Accusations of lying whizzed across Washington Thursday as fired FBI Director James Comey concluded his bombshell session on Capitol Hill.

Comey himself suggested during his three-hour sworn testimony that President Donald Trump had a shaky commitment to telling the truth. The White House decried the accusation.

Meanwhile, Trump’s outside lawyer insisted that it was Comey who lied when he detailed conversations between himself and the President, raising the suggestion that Comey committed perjury while testifying under oath.

It amounted to one lawyer’s word against Comey’s, with little indication that the matter will be resolved in the near-term.

Comey told lawmakers during his testimony that Trump wasn’t telling the truth when he characterized the FBI workforce as deeply dissatisfied with the former director’s leadership.

“Those were lies. Plain and simple,” Comey told the Senate intelligence committee.

Later, Comey said he felt compelled to document his meetings with Trump because he was concerned the President would mislead the public about what transpired between them.

“I was honestly concerned he might lie about the nature of our meeting,” Comey said.

Trump’s spokeswoman reacted fiercely to those statements, insisting the President was a truthful man.

“I can definitely say the President is not a liar, and I think it’s, frankly, insulting that question would be asked,” spokeswoman Sarah Huckabee Sanders told reporters during an off-camera briefing at the White House.

Hours later, it was Trump’s outside attorney Marc Kasowitz lobbing accusations of dishonesty. He said Comey’s claims that Trump demanded loyalty during an Oval Office meeting were false.

“The President also never told Mr. Comey, ‘I need loyalty, I expect loyalty’ in form or substance,” Kasowitz said, quoting Comey’s account of a meeting between himself and the President in January.

Also false, according to Kasowitz: Comey’s allegations that Trump pressured him to end the FBI’s investigation into former national security adviser Michael Flynn.

Trump “never, in form or substance, directed or suggested that Mr. Comey stop investigating anyone, including suggesting that that Mr. Comey ‘let Flynn go,’ ” Kasowitz said.

Comey declined to comment on Kasowitz’s accusations as he departed Capitol Hill Thursday.

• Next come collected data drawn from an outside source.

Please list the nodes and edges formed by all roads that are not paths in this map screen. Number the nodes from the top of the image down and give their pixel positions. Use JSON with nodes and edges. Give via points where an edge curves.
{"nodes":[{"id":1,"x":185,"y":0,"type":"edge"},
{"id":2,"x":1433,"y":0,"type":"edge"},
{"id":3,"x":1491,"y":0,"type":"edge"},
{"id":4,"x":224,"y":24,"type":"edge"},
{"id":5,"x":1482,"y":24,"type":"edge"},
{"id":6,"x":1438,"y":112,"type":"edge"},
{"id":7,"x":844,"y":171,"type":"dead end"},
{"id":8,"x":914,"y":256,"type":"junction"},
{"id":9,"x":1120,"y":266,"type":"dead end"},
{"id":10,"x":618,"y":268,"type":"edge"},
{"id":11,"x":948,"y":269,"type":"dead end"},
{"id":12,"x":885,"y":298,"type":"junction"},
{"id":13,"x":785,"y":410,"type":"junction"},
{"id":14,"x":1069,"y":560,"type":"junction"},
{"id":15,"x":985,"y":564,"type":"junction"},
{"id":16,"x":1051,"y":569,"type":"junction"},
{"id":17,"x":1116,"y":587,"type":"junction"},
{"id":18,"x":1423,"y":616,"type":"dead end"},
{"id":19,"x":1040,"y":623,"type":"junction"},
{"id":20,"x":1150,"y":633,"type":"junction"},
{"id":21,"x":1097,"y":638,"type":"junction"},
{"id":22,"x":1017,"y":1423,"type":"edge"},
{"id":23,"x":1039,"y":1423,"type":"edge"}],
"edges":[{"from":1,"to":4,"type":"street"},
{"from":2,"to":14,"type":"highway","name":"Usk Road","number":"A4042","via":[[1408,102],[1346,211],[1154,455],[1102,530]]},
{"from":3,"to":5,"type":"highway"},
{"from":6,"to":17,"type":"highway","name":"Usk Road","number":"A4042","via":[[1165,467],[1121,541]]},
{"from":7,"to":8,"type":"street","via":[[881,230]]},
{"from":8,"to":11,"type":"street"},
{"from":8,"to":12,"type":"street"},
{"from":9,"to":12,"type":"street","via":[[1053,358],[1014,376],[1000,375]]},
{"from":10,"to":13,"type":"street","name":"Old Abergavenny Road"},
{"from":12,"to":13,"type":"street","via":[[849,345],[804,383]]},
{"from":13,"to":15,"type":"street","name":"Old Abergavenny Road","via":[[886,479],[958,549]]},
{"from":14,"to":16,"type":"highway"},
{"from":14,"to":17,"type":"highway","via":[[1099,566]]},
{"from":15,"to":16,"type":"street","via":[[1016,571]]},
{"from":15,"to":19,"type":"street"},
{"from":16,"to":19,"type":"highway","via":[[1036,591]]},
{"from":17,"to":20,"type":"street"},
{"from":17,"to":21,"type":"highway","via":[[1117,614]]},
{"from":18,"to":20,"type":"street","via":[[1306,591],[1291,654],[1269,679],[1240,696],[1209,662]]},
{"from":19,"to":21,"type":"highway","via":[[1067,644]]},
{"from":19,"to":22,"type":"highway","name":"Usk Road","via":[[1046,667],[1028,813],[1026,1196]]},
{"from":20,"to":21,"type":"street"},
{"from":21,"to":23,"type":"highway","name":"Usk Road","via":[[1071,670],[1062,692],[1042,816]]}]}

But during his testimony, the former FBI director said he hoped tapes existed of his conversations with Trump since they would prove his version of events.

“Lordy, I hope there are tapes,” Comey said.

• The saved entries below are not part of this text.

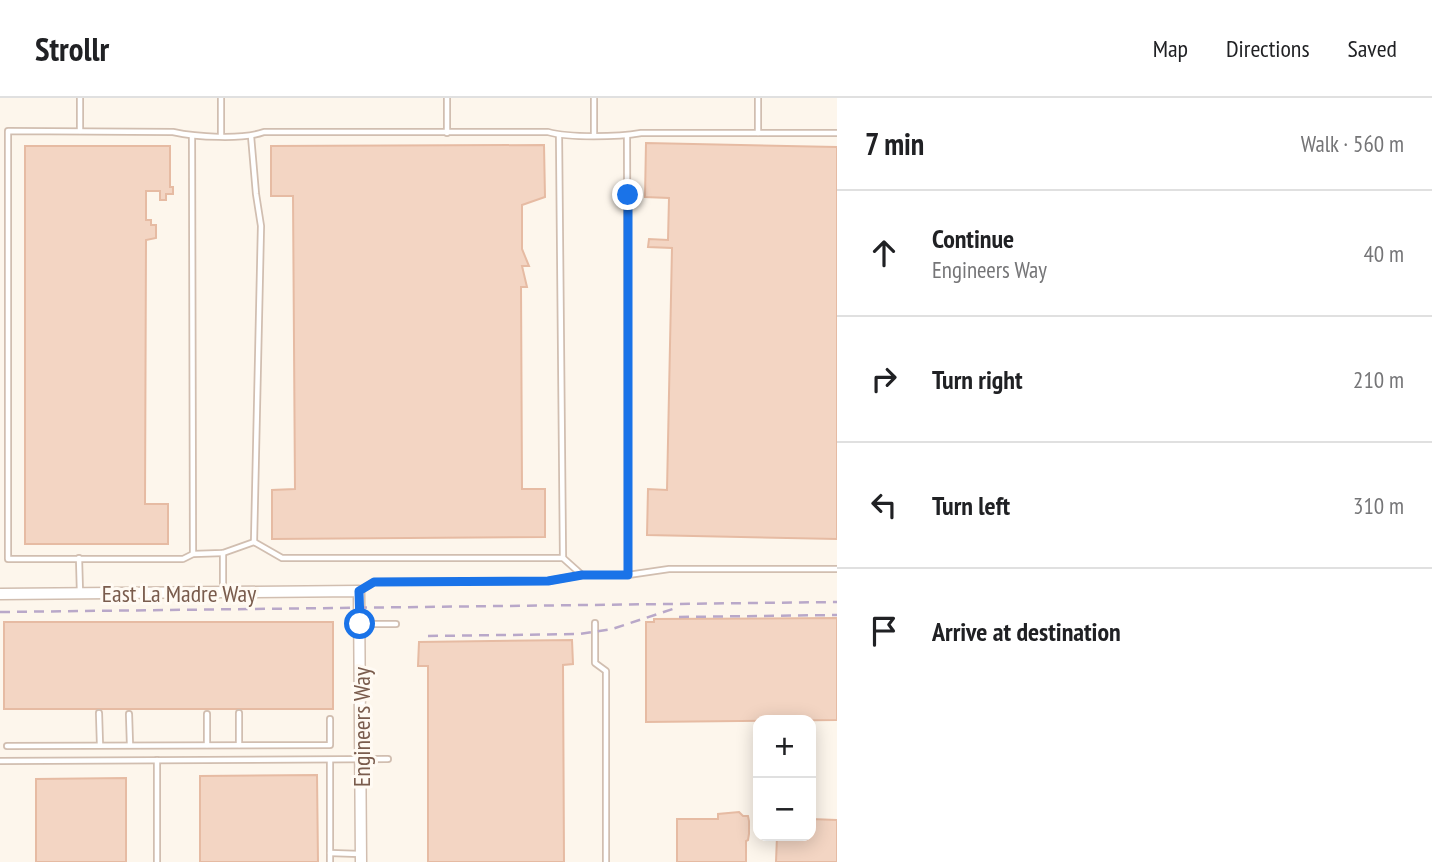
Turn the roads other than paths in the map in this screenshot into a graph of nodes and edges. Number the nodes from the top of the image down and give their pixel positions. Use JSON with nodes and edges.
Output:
{"nodes":[{"id":1,"x":80,"y":98,"type":"edge"},
{"id":2,"x":221,"y":98,"type":"edge"},
{"id":3,"x":447,"y":98,"type":"edge"},
{"id":4,"x":594,"y":98,"type":"edge"},
{"id":5,"x":758,"y":98,"type":"edge"},
{"id":6,"x":80,"y":131,"type":"junction"},
{"id":7,"x":447,"y":133,"type":"junction"},
{"id":8,"x":758,"y":133,"type":"junction"},
{"id":9,"x":837,"y":133,"type":"edge"},
{"id":10,"x":221,"y":135,"type":"junction"},
{"id":11,"x":559,"y":135,"type":"junction"},
{"id":12,"x":594,"y":135,"type":"junction"},
{"id":13,"x":192,"y":136,"type":"junction"},
{"id":14,"x":251,"y":136,"type":"junction"},
{"id":15,"x":627,"y":136,"type":"junction"},
{"id":16,"x":0,"y":487,"type":"edge"},
{"id":17,"x":8,"y":487,"type":"junction"},
{"id":18,"x":254,"y":542,"type":"junction"},
{"id":19,"x":194,"y":554,"type":"junction"},
{"id":20,"x":223,"y":554,"type":"junction"},
{"id":21,"x":79,"y":558,"type":"junction"},
{"id":22,"x":563,"y":558,"type":"junction"},
{"id":23,"x":837,"y":569,"type":"edge"},
{"id":24,"x":582,"y":575,"type":"junction"},
{"id":25,"x":628,"y":575,"type":"junction"},
{"id":26,"x":359,"y":591,"type":"junction"},
{"id":27,"x":223,"y":593,"type":"junction"},
{"id":28,"x":0,"y":594,"type":"edge"},
{"id":29,"x":80,"y":594,"type":"junction"},
{"id":30,"x":595,"y":623,"type":"dead end"},
{"id":31,"x":360,"y":624,"type":"junction"},
{"id":32,"x":396,"y":624,"type":"dead end"},
{"id":33,"x":99,"y":713,"type":"dead end"},
{"id":34,"x":239,"y":713,"type":"dead end"},
{"id":35,"x":130,"y":714,"type":"dead end"},
{"id":36,"x":207,"y":714,"type":"dead end"},
{"id":37,"x":330,"y":719,"type":"dead end"},
{"id":38,"x":100,"y":745,"type":"junction"},
{"id":39,"x":130,"y":745,"type":"junction"},
{"id":40,"x":207,"y":745,"type":"junction"},
{"id":41,"x":239,"y":745,"type":"junction"},
{"id":42,"x":7,"y":746,"type":"dead end"},
{"id":43,"x":387,"y":759,"type":"dead end"},
{"id":44,"x":158,"y":760,"type":"junction"},
{"id":45,"x":330,"y":760,"type":"junction"},
{"id":46,"x":361,"y":760,"type":"junction"},
{"id":47,"x":0,"y":761,"type":"edge"},
{"id":48,"x":330,"y":853,"type":"junction"},
{"id":49,"x":361,"y":858,"type":"edge"},
{"id":50,"x":157,"y":862,"type":"edge"},
{"id":51,"x":330,"y":862,"type":"edge"},
{"id":52,"x":606,"y":862,"type":"edge"}],
"edges":[{"from":1,"to":6,"type":"lane"},
{"from":2,"to":10,"type":"lane"},
{"from":3,"to":7,"type":"lane"},
{"from":4,"to":12,"type":"lane"},
{"from":5,"to":8,"type":"lane"},
{"from":6,"to":13,"type":"lane"},
{"from":6,"to":17,"type":"lane"},
{"from":7,"to":11,"type":"lane"},
{"from":7,"to":14,"type":"lane"},
{"from":8,"to":9,"type":"lane"},
{"from":8,"to":15,"type":"lane"},
{"from":10,"to":13,"type":"lane"},
{"from":10,"to":14,"type":"lane"},
{"from":11,"to":12,"type":"lane"},
{"from":11,"to":22,"type":"lane"},
{"from":12,"to":15,"type":"lane"},
{"from":13,"to":19,"type":"lane"},
{"from":14,"to":18,"type":"lane"},
{"from":15,"to":25,"type":"lane"},
{"from":16,"to":17,"type":"lane"},
{"from":17,"to":21,"type":"lane"},
{"from":18,"to":20,"type":"lane"},
{"from":18,"to":22,"type":"lane"},
{"from":19,"to":20,"type":"lane"},
{"from":19,"to":21,"type":"lane"},
{"from":20,"to":27,"type":"lane"},
{"from":21,"to":29,"type":"lane"},
{"from":22,"to":24,"type":"lane"},
{"from":23,"to":25,"type":"lane"},
{"from":24,"to":25,"type":"lane"},
{"from":24,"to":26,"type":"lane"},
{"from":26,"to":27,"type":"street","name":"East La Madre Way"},
{"from":26,"to":31,"type":"street","name":"Engineers Way"},
{"from":27,"to":29,"type":"street","name":"East La Madre Way"},
{"from":28,"to":29,"type":"street","name":"East La Madre Way"},
{"from":30,"to":52,"type":"lane"},
{"from":31,"to":32,"type":"lane"},
{"from":31,"to":46,"type":"street","name":"Engineers Way"},
{"from":33,"to":38,"type":"lane"},
{"from":34,"to":41,"type":"lane"},
{"from":35,"to":39,"type":"lane"},
{"from":36,"to":40,"type":"lane"},
{"from":37,"to":41,"type":"lane"},
{"from":38,"to":39,"type":"lane"},
{"from":38,"to":42,"type":"lane"},
{"from":39,"to":40,"type":"lane"},
{"from":40,"to":41,"type":"lane"},
{"from":43,"to":46,"type":"lane"},
{"from":44,"to":45,"type":"lane"},
{"from":44,"to":47,"type":"lane"},
{"from":44,"to":50,"type":"lane"},
{"from":45,"to":46,"type":"lane"},
{"from":45,"to":48,"type":"lane"},
{"from":46,"to":49,"type":"street","name":"Engineers Way"},
{"from":48,"to":49,"type":"lane"},
{"from":48,"to":51,"type":"lane"}]}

Back at the White House, Sanders couldn’t say whether there are secret recording devices installed in the Oval Office, or other rooms where Trump holds meetings.

“I’ll try and look under the couches,” she quipped.

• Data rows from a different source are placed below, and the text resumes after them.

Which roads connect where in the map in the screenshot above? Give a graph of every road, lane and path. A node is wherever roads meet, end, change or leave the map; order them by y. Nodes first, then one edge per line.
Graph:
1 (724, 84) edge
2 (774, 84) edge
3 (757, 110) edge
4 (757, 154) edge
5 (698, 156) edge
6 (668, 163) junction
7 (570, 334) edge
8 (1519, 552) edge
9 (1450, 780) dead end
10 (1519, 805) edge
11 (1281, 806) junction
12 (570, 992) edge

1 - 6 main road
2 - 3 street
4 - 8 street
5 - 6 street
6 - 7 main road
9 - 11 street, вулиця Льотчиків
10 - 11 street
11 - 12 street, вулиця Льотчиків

Sanders, who briefed reporters as Comey’s testimony was entering its third hour, said Trump hadn’t watched the event in its entirety. Instead he met with members of his national security team to discuss provocations from North Korea and an unraveling situation in the Arab Gulf.

She declined to answer most questions about Comey’s testimony, referring instead to an upcoming statement from Trump’s outside lawyer Marc Kasowitz, who is due to update reporters later Thursday.

Sanders instead said that Thursday was just another workday at the White House, even amid Comey’s bombshell testimony on Capitol Hill.

“We are carrying on as if we normally would,” Sanders said.